Add compare_bench.py documentation. Fixes #309 (#318)
diff --git a/README.md b/README.md
index 9109430..2cfb70b 100644
--- a/README.md
+++ b/README.md
@@ -11,6 +11,8 @@
[Known issues and common problems](#known-issues)
+[Additional Tooling Documentation](docs/tools.md)
+
## Example usage
### Basic usage
Define a function that executes the code to be measured.
diff --git a/docs/tools.md b/docs/tools.md
new file mode 100644
index 0000000..f176f74
--- /dev/null
+++ b/docs/tools.md
@@ -0,0 +1,59 @@
+# Benchmark Tools
+
+## compare_bench.py
+
+The `compare_bench.py` utility which can be used to compare the result of benchmarks.
+The program is invoked like:
+
+``` bash
+$ compare_bench.py <old-benchmark> <new-benchmark> [benchmark options]...
+```
+
+Where `<old-benchmark>` and `<new-benchmark>` either specify a benchmark executable file, or a JSON output file.

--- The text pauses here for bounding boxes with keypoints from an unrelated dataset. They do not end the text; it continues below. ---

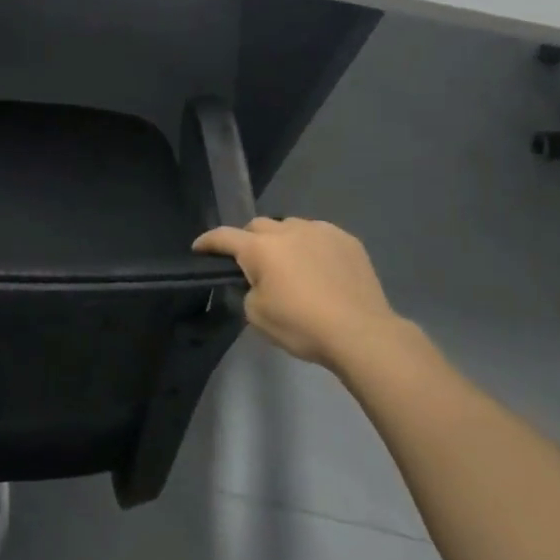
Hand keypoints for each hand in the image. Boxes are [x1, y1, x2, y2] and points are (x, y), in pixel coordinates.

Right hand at [194, 217, 417, 369]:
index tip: (198, 248)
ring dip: (283, 242)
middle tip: (253, 264)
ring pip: (291, 227)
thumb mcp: (257, 315)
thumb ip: (248, 290)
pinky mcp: (347, 240)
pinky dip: (312, 247)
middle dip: (250, 241)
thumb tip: (257, 281)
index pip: (224, 237)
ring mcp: (320, 231)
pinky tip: (321, 269)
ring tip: (291, 265)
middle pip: (258, 226)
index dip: (208, 241)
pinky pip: (319, 236)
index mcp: (260, 248)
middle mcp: (287, 231)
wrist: (360, 332)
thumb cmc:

The type of the input file is automatically detected. If a benchmark executable is specified then the benchmark is run to obtain the results. Otherwise the results are simply loaded from the output file.
+
+The sample output using the JSON test files under `Inputs/` gives:
+
+``` bash
+$ ./compare_bench.py ./gbench/Inputs/test1_run1.json ./gbench/Inputs/test1_run2.json
+Comparing ./gbench/Inputs/test1_run1.json to ./gbench/Inputs/test1_run2.json
+Benchmark Time CPU
+----------------------------------------------
+BM_SameTimes +0.00 +0.00
+BM_2xFaster -0.50 -0.50
+BM_2xSlower +1.00 +1.00
+BM_10PercentFaster -0.10 -0.10
+BM_10PercentSlower +0.10 +0.10
+```
+
+When a benchmark executable is run, the raw output from the benchmark is printed in real time to stdout. The sample output using `benchmark/basic_test` for both arguments looks like:
+
+```
+./compare_bench.py test/basic_test test/basic_test --benchmark_filter=BM_empty.*
+RUNNING: test/basic_test --benchmark_filter=BM_empty.*
+Run on (4 X 4228.32 MHz CPU s)
+2016-08-02 19:21:33
+Benchmark Time CPU Iterations
+--------------------------------------------------------------------
+BM_empty 9 ns 9 ns 79545455
+BM_empty/threads:4 4 ns 9 ns 75268816
+BM_empty_stop_start 8 ns 8 ns 83333333
+BM_empty_stop_start/threads:4 3 ns 8 ns 83333332
+RUNNING: test/basic_test --benchmark_filter=BM_empty.*
+Run on (4 X 4228.32 MHz CPU s)
+2016-08-02 19:21:35
+Benchmark Time CPU Iterations
+--------------------------------------------------------------------
+BM_empty 9 ns 9 ns 76086957
+BM_empty/threads:4 4 ns 9 ns 76086956
+BM_empty_stop_start 8 ns 8 ns 87500000
+BM_empty_stop_start/threads:4 3 ns 8 ns 88607596
+Comparing test/basic_test to test/basic_test
+Benchmark Time CPU
+---------------------------------------------------------
+BM_empty +0.00 +0.00
+BM_empty/threads:4 +0.00 +0.00
+BM_empty_stop_start +0.00 +0.00
+BM_empty_stop_start/threads:4 +0.00 +0.00
+```
+
+Obviously this example doesn't give any useful output, but it's intended to show the output format when 'compare_bench.py' needs to run benchmarks.